Determine the number of lines below that contain the string "lane", and state only that number.
---- INPUT FOR THIS TASK
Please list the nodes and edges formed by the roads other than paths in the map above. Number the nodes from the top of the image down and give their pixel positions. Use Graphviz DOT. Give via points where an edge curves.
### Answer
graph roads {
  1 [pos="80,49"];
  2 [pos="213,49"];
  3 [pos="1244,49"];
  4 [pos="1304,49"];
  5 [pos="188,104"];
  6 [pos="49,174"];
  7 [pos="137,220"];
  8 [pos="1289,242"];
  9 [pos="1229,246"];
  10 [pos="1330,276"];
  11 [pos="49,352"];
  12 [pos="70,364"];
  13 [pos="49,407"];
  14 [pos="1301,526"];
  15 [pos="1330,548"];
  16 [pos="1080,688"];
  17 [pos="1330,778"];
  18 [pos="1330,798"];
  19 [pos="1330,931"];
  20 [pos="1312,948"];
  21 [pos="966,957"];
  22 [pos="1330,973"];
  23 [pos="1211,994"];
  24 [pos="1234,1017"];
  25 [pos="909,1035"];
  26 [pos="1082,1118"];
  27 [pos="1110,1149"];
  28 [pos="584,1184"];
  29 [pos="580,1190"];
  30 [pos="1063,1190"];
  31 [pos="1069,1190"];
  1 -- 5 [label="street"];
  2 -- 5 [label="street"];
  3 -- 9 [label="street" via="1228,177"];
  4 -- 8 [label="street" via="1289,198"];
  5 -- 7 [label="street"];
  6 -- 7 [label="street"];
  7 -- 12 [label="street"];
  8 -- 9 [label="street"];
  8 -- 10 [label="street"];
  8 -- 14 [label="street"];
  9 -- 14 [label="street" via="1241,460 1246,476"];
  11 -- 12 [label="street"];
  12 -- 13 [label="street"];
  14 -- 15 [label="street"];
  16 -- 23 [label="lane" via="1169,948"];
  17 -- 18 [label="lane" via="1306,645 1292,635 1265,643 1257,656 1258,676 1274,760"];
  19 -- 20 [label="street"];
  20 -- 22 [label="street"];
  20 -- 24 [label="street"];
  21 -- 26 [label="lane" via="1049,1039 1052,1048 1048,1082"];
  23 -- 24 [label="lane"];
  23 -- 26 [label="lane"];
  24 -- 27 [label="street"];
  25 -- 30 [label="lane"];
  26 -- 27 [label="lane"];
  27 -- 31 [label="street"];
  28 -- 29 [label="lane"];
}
--------
• [ANSWER TO THE PROBLEM] 8